## Work order:
What lines of the data below hold the string "edges"? Copy each one out.

## Data under study:
——————————
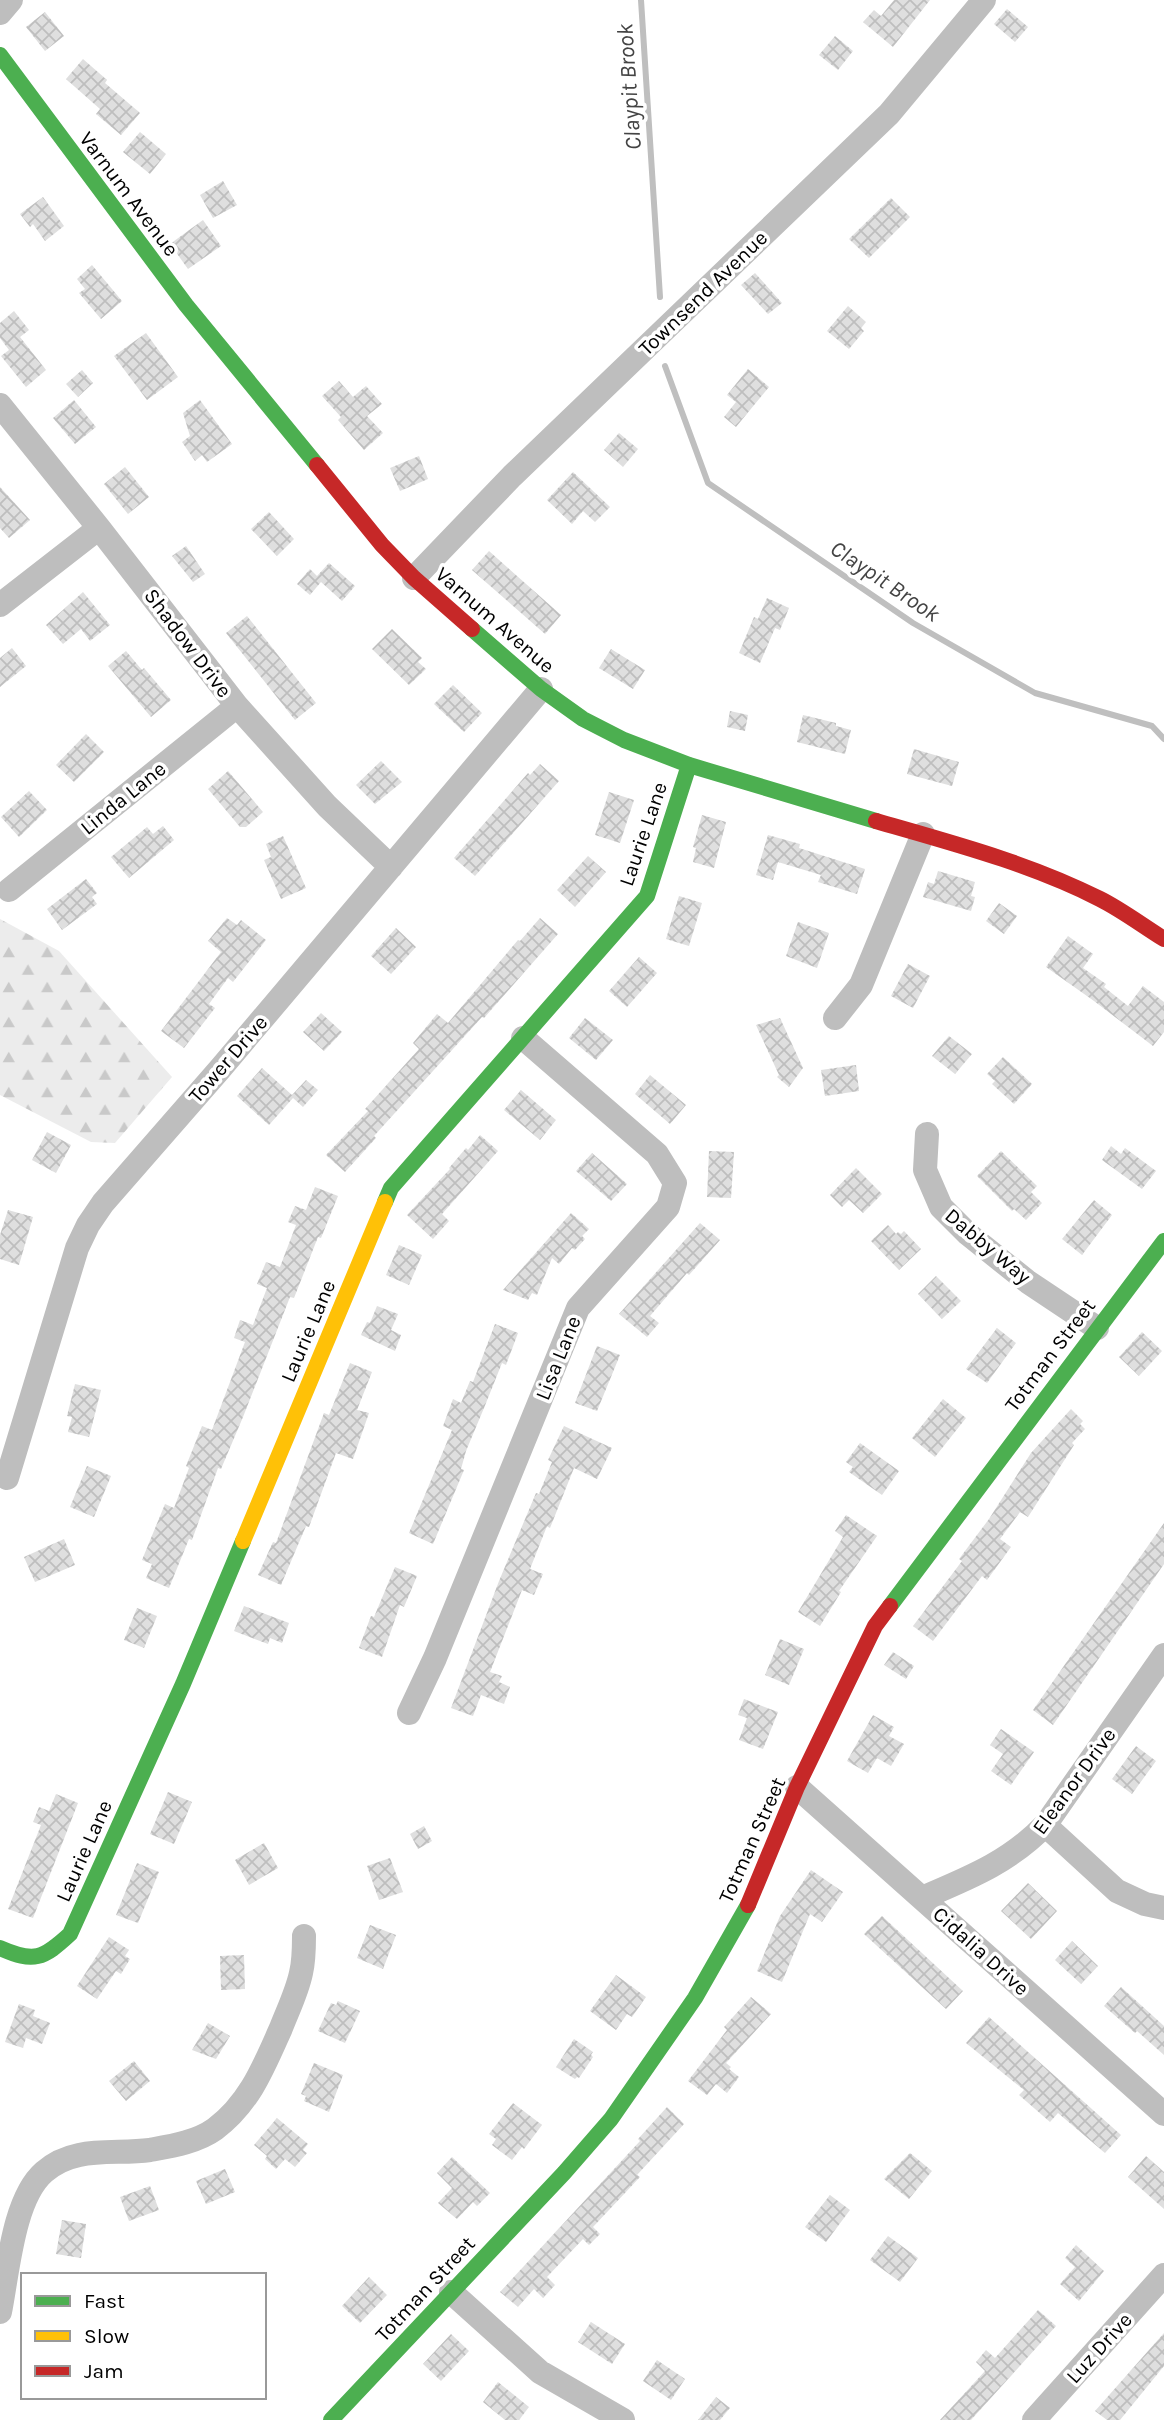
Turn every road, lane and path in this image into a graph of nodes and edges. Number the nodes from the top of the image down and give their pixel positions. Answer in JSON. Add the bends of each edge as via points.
{"nodes":[{"id":1,"x":11,"y":0,"type":"edge"},
{"id":2,"x":984,"y":0,"type":"edge"},
{"id":3,"x":0,"y":13,"type":"edge"},
{"id":4,"x":0,"y":55,"type":"edge"},
{"id":5,"x":0,"y":405,"type":"edge"},
{"id":6,"x":99,"y":528,"type":"junction"},
{"id":7,"x":414,"y":578,"type":"junction"},
{"id":8,"x":0,"y":605,"type":"edge"},
{"id":9,"x":541,"y":689,"type":"junction"},
{"id":10,"x":237,"y":706,"type":"junction"},
{"id":11,"x":689,"y":765,"type":"junction"},
{"id":12,"x":923,"y":834,"type":"junction"},
{"id":13,"x":391,"y":867,"type":"junction"},
{"id":14,"x":9,"y":890,"type":"dead end"},
{"id":15,"x":1164,"y":939,"type":"edge"},
{"id":16,"x":835,"y":1018,"type":"dead end"},
{"id":17,"x":523,"y":1038,"type":"junction"},
{"id":18,"x":927,"y":1134,"type":"dead end"},
{"id":19,"x":1164,"y":1241,"type":"edge"},
{"id":20,"x":1097,"y":1328,"type":"junction"},
{"id":21,"x":7,"y":1478,"type":"dead end"},
{"id":22,"x":1164,"y":1655,"type":"edge"},
{"id":23,"x":409,"y":1713,"type":"dead end"},
{"id":24,"x":797,"y":1787,"type":"junction"},
{"id":25,"x":1045,"y":1825,"type":"junction"},
{"id":26,"x":922,"y":1898,"type":"junction"},
{"id":27,"x":1164,"y":1908,"type":"edge"},
{"id":28,"x":304,"y":1936,"type":"dead end"},
{"id":29,"x":0,"y":1948,"type":"edge"},
{"id":30,"x":1164,"y":2114,"type":"edge"},
{"id":31,"x":1164,"y":2275,"type":"edge"},
{"id":32,"x":450,"y":2292,"type":"junction"},
{"id":33,"x":0,"y":2312,"type":"edge"},
{"id":34,"x":331,"y":2420,"type":"edge"},
{"id":35,"x":623,"y":2420,"type":"edge"},
{"id":36,"x":1034,"y":2420,"type":"edge"}],
"edges":[{"from":1,"to":3,"type":"street"},
{"from":2,"to":7,"type":"street","name":"Townsend Avenue","via":[[888,114],[512,475]]},
{"from":4,"to":7,"type":"street","name":"Varnum Avenue","via":[[186,305],[374,536]]},
{"from":5,"to":6,"type":"street","name":"Shadow Drive"},
{"from":6,"to":8,"type":"street"},
{"from":6,"to":10,"type":"street","name":"Shadow Drive"},
{"from":7,"to":9,"type":"street","name":"Varnum Avenue"},
{"from":9,"to":11,"type":"street","name":"Varnum Avenue","via":[[583,719]]},
{"from":9,"to":13,"type":"street","name":"Tower Drive"},
{"from":10,"to":13,"type":"street","name":"Shadow Drive","via":[[327,806]]},
{"from":10,"to":14,"type":"street","name":"Linda Lane"},
{"from":11,"to":12,"type":"street","name":"Varnum Avenue"},
{"from":11,"to":17,"type":"street","name":"Laurie Lane","via":[[646,897]]},
{"from":12,"to":15,"type":"street","name":"Varnum Avenue","via":[[1048,875],[1102,900]]},
{"from":12,"to":16,"type":"street","via":[[861,985]]},
{"from":13,"to":21,"type":"street","name":"Tower Drive","via":[[88,1225]]},
{"from":17,"to":23,"type":"street","name":"Lisa Lane","via":[[657,1154],[675,1183],[668,1207],[578,1308]]},
{"from":17,"to":29,"type":"street","name":"Laurie Lane","via":[[391,1188],[183,1684],[70,1934],[48,1955],[25,1960]]},
{"from":18,"to":20,"type":"street","name":"Dabby Way","via":[[925,1170],[941,1207],[1028,1282]]},
{"from":19,"to":20,"type":"street","name":"Totman Street"},
{"from":20,"to":24,"type":"street","name":"Totman Street","via":[[875,1626]]},
{"from":22,"to":25,"type":"street","name":"Eleanor Drive"},
{"from":24,"to":26,"type":"street","name":"Cidalia Drive"},
{"from":24,"to":32,"type":"street","name":"Totman Street","via":[[745,1912],[651,2063],[603,2128]]},
{"from":25,"to":26,"type":"street","name":"Eleanor Drive","via":[[1028,1843],[985,1871]]},
{"from":25,"to":27,"type":"street","via":[[1117,1891]]},
{"from":26,"to":30,"type":"street","name":"Cidalia Drive"},
{"from":28,"to":33,"type":"street","via":[[295,1995],[261,2075],[240,2106],[213,2130],[182,2144],[75,2155],[44,2172],[19,2213]]},
{"from":31,"to":36,"type":"street","name":"Luz Drive"},
{"from":32,"to":34,"type":"street","name":"Totman Street"},
{"from":32,"to":35,"type":"street","via":[[540,2372]]}]}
——————————
## Worked solution:
Turn every road, lane and path in this image into a graph of nodes and edges. Number the nodes from the top of the image down and give their pixel positions. Answer in JSON. Add the bends of each edge as via points.
"edges":[{"from":1,"to":3,"type":"street"},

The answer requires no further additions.